The two invocations should probably both execute the work in parallel but the coroutine version doesn’t: it uses the task_scheduler which doesn’t have a specialised version of bulk to potentially delegate in a type-erased form to the underlying scheduler. It is straight forward to move the write_env wrapper inside the coroutine which fixes the problem in this case but this need introduces the potential for a subtle performance bug. The problem is sadly not limited to a particular scheduler or a particular algorithm: any scheduler/algorithm combination which may get specialised can suffer from the specialised algorithm not being picked up.

There are a few ways this problem can be addressed (this list of options is almost certainly incomplete):

  1. Accept the situation as is and advise users to be careful about customised algorithms like bulk when using task_scheduler.
  2. Extend the interface of task_scheduler to deal with a set of algorithms for which it provides a type-erased interface. The interface would likely be more constrained and it would use virtual dispatch at run-time. However, the set of covered algorithms would necessarily be limited in some form.
  3. To avoid the trap, make the use of known algorithms incompatible with the use of task_scheduler, i.e., “customise” these algorithms for task_scheduler such that a compile-time error is produced.

A user who knows that the main purpose of a coroutine is to executed an algorithm customised for a certain scheduler can use task<T, E> with an environment E specifying exactly that scheduler type. However, this use may be nested within some sender being co_awaited and users need to be aware that the customisation wouldn’t be picked up. Any approach I’m currently aware of will have the problem that customised versions of an algorithm are not used for algorithms we are currently unaware of.

3.5.5 unhandled_stopped() Isn’t noexcept

The unhandled_stopped() member function of task::promise_type [task.promise] is not currently marked as noexcept.

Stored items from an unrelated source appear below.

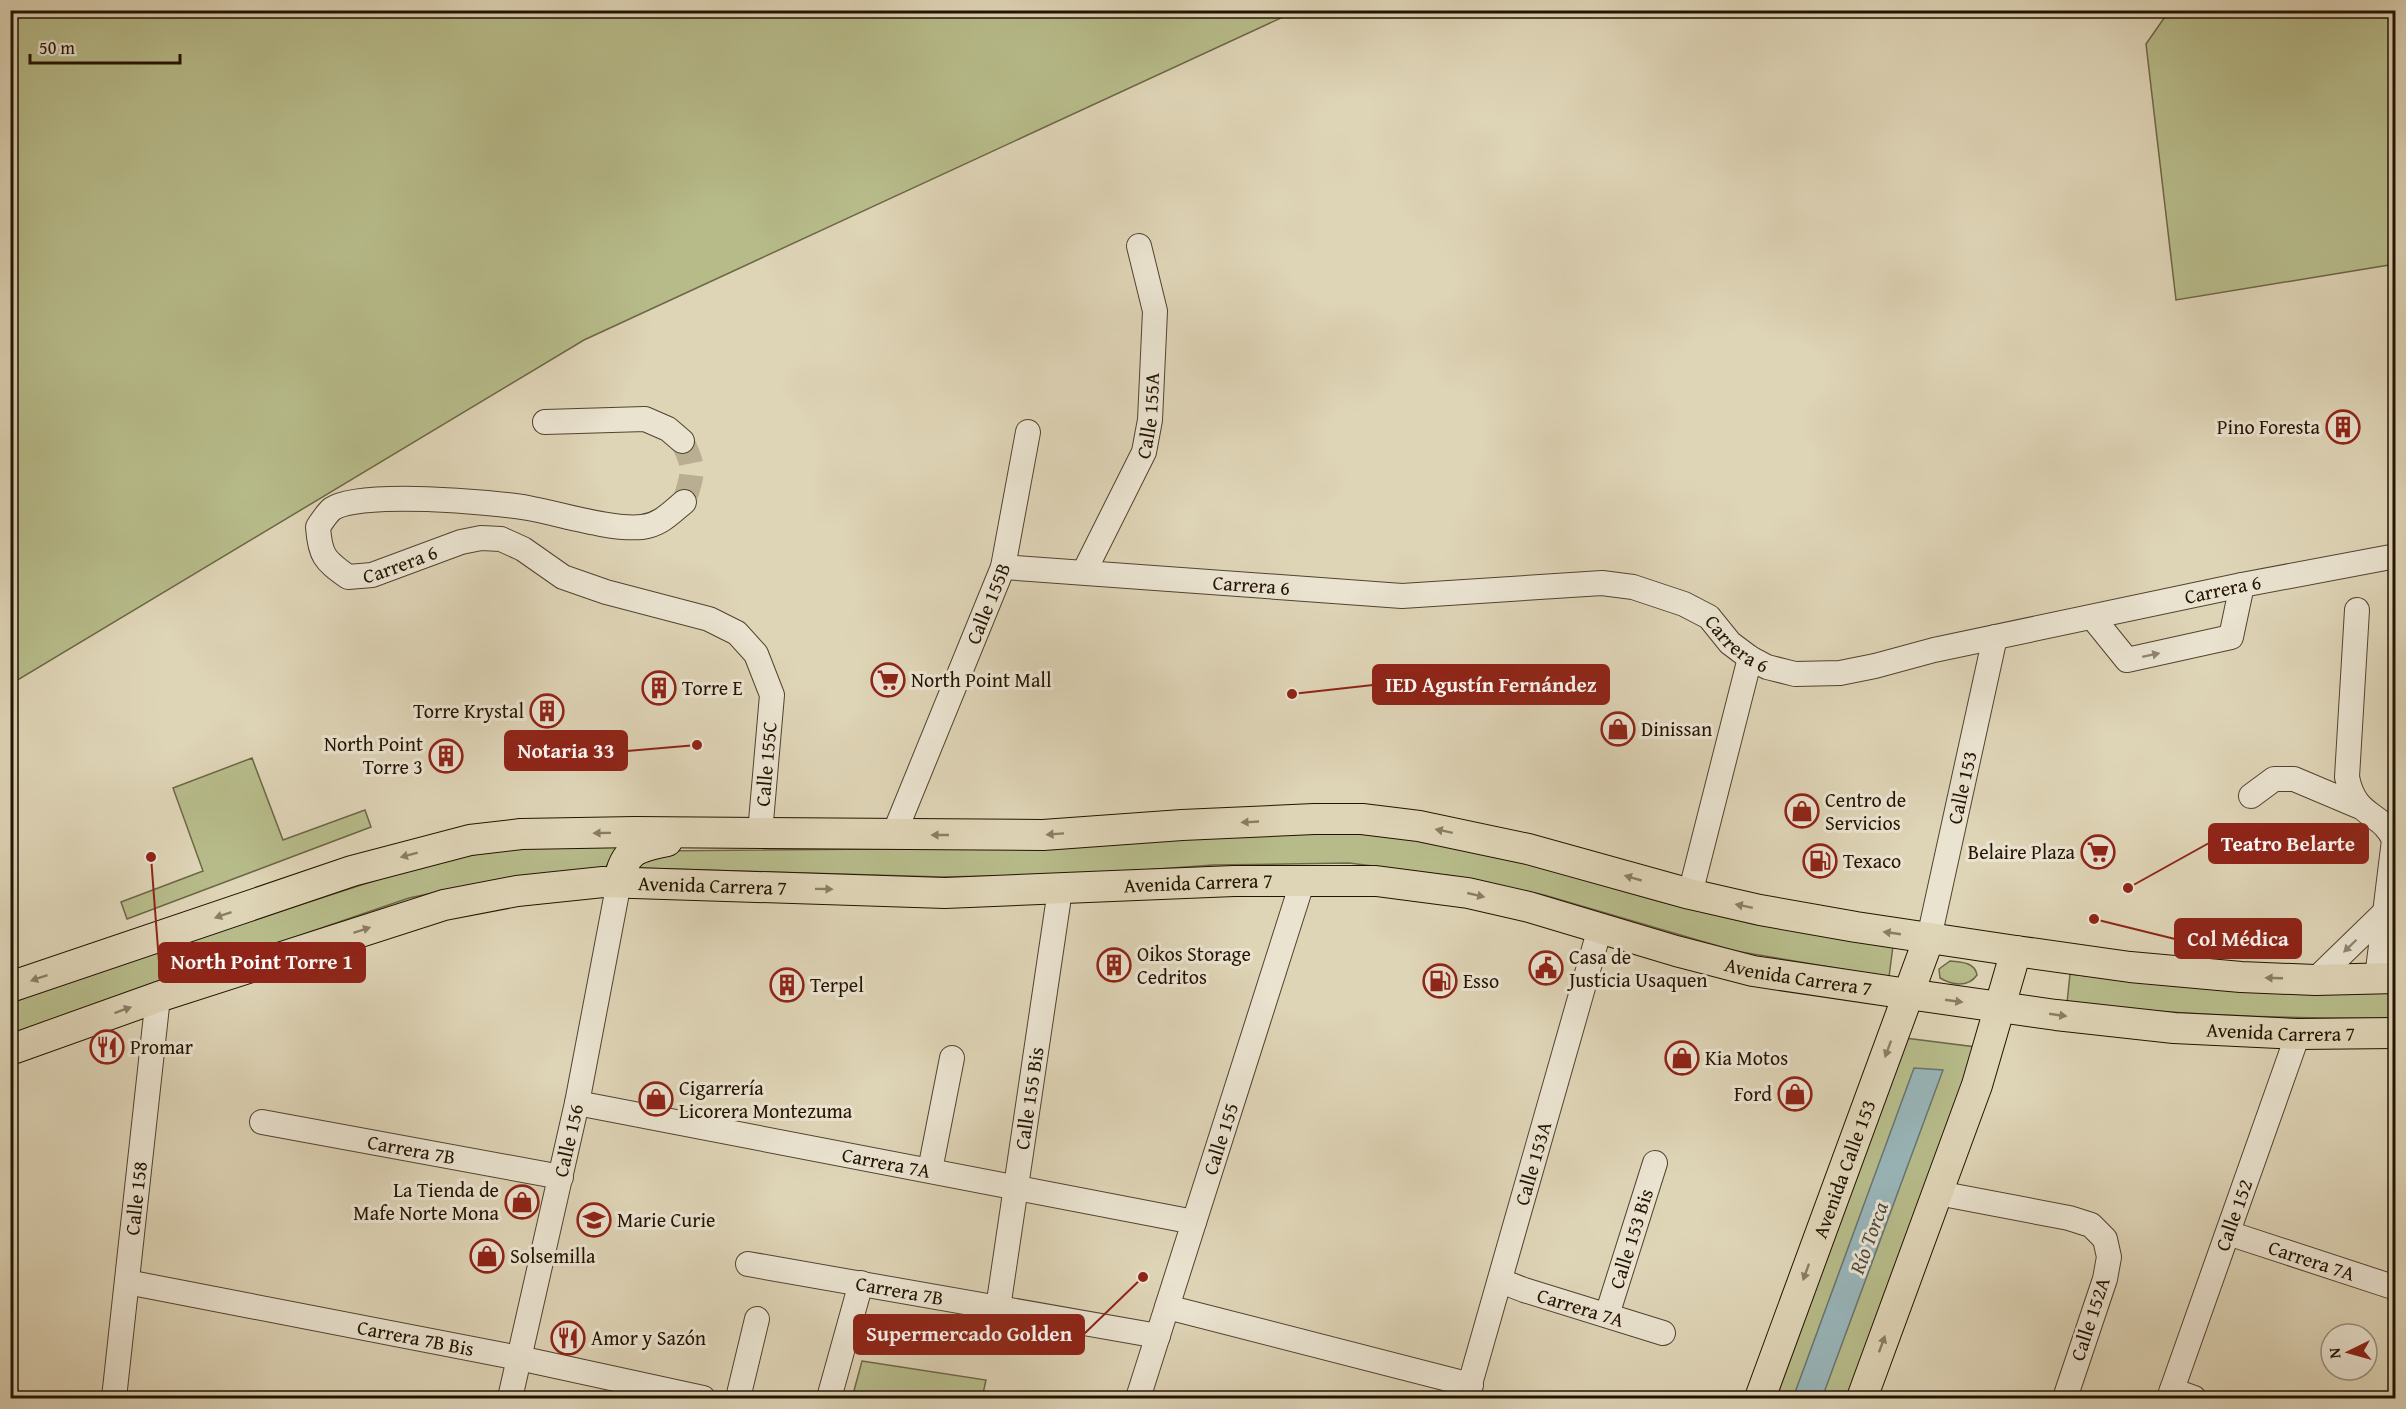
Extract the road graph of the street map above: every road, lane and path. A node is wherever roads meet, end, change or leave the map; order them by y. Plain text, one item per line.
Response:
1 (1139, 246) dead end
2 (545, 422) dead end
3 (1028, 432) dead end
4 (682, 441) tunnel mouth
5 (684, 502) tunnel mouth
6 (2396, 556) edge
7 (1003, 567) junction
8 (1084, 572) junction
9 (2242, 585) junction
10 (2356, 610) dead end
11 (2093, 618) junction
12 (1995, 637) junction
13 (1750, 658) junction
14 (772, 695) joint
15 (2251, 796) dead end
16 (2358, 806) junction
17 (724, 833) junction
18 (760, 833) junction
19 (894, 834) junction
20 (1303, 880) junction
21 (619, 882) junction
22 (1060, 890) junction
23 (1690, 894) junction
24 (2385, 912) junction
25 (1600, 928) junction
26 (1929, 938) junction
27 (2016, 951) junction
28 (2386, 978) edge
29 (2314, 980) junction
30 (10, 987) edge
31 (1908, 994) junction
32 (158, 997) junction
33 (2000, 1007) junction
34 (2396, 1033) edge
35 (2298, 1034) junction
36 (10, 1050) edge
37 (952, 1058) dead end
38 (577, 1103) junction
39 (262, 1122) dead end
40 (1655, 1163) dead end
41 (930, 1170) junction
42 (561, 1177) junction
43 (1015, 1187) junction
44 (1938, 1193) junction
45 (1194, 1222) junction
46 (2228, 1233) junction
47 (748, 1264) dead end
48 (1501, 1281) junction
49 (127, 1282) junction
50 (861, 1283) junction
51 (2396, 1288) edge
52 (1167, 1307) junction
53 (998, 1308) junction
54 (1607, 1315) junction
55 (757, 1319) dead end
56 (1663, 1333) dead end
57 (1158, 1336) junction
58 (519, 1358) junction
59 (1468, 1392) edge
60 (2170, 1394) edge
61 (114, 1398) edge
62 (510, 1398) edge
63 (703, 1398) edge
64 (738, 1398) edge
65 (829, 1398) edge
66 (1138, 1398) edge
67 (1760, 1398) edge
68 (1862, 1398) edge
69 (2065, 1398) edge
70 (2194, 1398) edge

1 - 8 street, Calle 155A
2 - 4 street
3 - 7 street, Calle 155B
5 - 14 street, Carrera 6
6 - 9 street, Carrera 6
7 - 8 street, Carrera 6
7 - 19 street, Calle 155B
8 - 13 street, Carrera 6
9 - 11 street, Carrera 6
11 -> 9 street
10 - 16 street
11 - 12 street, Carrera 6
12 - 13 street, Carrera 6
12 - 26 street, Calle 153
13 - 23 street
14 - 18 street, Calle 155C
15 - 16 street
16 - 24 street
17 - 18 main road
17 - 21 main road
17 -> 30 main road
18 - 19 main road
23 -> 19 main road
20 - 22 main road, Avenida Carrera 7
20 -> 25 main road, Avenida Carrera 7
20 - 45 street, Calle 155
21 -> 22 main road, Avenida Carrera 7
32 -> 21 main road, Avenida Carrera 7
21 - 38 street, Calle 156
22 - 43 street, Calle 155 Bis
26 -> 23 main road
24 - 28 street
24 -> 29 street
25 - 31 main road, Avenida Carrera 7
25 - 48 street, Calle 153A
26 - 27 main road
26 - 31 main road, Avenida Calle 153
29 -> 27 main road
27 - 33 main road
28 - 29 main road
31 -> 33 main road, Avenida Carrera 7
31 -> 67 main road, Avenida Calle 153
36 -> 32 main road, Avenida Carrera 7
32 - 49 street, Calle 158
33 -> 35 main road, Avenida Carrera 7
33 - 44 main road
34 - 35 main road, Avenida Carrera 7
35 - 46 street, Calle 152
37 - 41 street
38 - 41 street, Carrera 7A
38 - 42 street, Calle 156
39 - 42 street, Carrera 7B
40 - 54 street, Calle 153 Bis
41 - 43 street, Carrera 7A
42 - 58 street, Calle 156
43 - 45 street, Carrera 7A
43 - 53 street, Calle 155 Bis
68 -> 44 main road
44 - 69 street, Calle 152A
45 - 52 street, Calle 155
46 - 51 street, Carrera 7A
46 - 60 street, Calle 152
47 - 50 street, Carrera 7B
48 - 54 street, Carrera 7A
48 - 59 street, Calle 153A
49 - 58 street, Carrera 7B Bis
49 - 61 street, Calle 158
50 - 53 street, Carrera 7B
50 - 65 street
52 - 57 street, Calle 155
52 - 59 street
53 - 57 street, Carrera 7B
54 - 56 street, Carrera 7A
55 - 64 street
57 - 66 street, Calle 155
58 - 62 street, Calle 156
58 - 63 street, Carrera 7B Bis
60 - 70 street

As this method is generally called from the set_stopped completion-handler of a receiver (such as in [exec.as.awaitable] p4.3) and is invoked without handler from a noexcept function, we should probably require that this function is marked noexcept as well.

The equivalent method defined as part of the with_awaitable_senders base-class ([exec.with.awaitable.senders] p1) is also marked noexcept.

This change should be applied to [task.promise]:

    ...
    void uncaught_exception();
    coroutine_handle<> unhandled_stopped()noexcept;

    void return_void(); // present only if is_void_v<T> is true;
    ...

coroutine_handle<> unhandled_stopped()noexcept;

13 Effects: Completes the asynchronous operation associated with STATE(*this) by invoking set_stopped(std::move(RCVR(*this))).

3.5.6 The Environment Design May Be Inefficient

The environment returned from get_env(rcvr) for the receiver used to connect to co_awaited sender is described in terms of members of the promise_type::state in [task.promise] p15. In particular the state contains a member own-env which gets initialised via the upstream receiver’s environment (if the corresponding expression is valid). As the environment own-env is initialised with a temporary, own-env will need to create a copy of whatever it is holding.

As the environment exposed to co_awaited senders via the get_env(rcvr) is statically determined when the task is created, not when the task is connected to an upstream receiver, the environment needs to be type erase. Some of the queries (get_scheduler, get_stop_token, and get_allocator) are known and already receive treatment by the task itself. However, the task cannot know about user-defined properties which may need to be type-erased as well. To allow the Environment to possibly use type-erase properties from the upstream receiver, an own-env-t object is created and a reference to the object is passed to the Environment constructor (if there are suitable constructors). Thus, the entire use of own-env-t is about enabling storage of whatever is needed to type-erase the result of user-defined queries. Ideally, this functionality isn’t needed and the Environment parameter doesn’t specify an env_type. If it is needed the type-erasure will likely need to store some data.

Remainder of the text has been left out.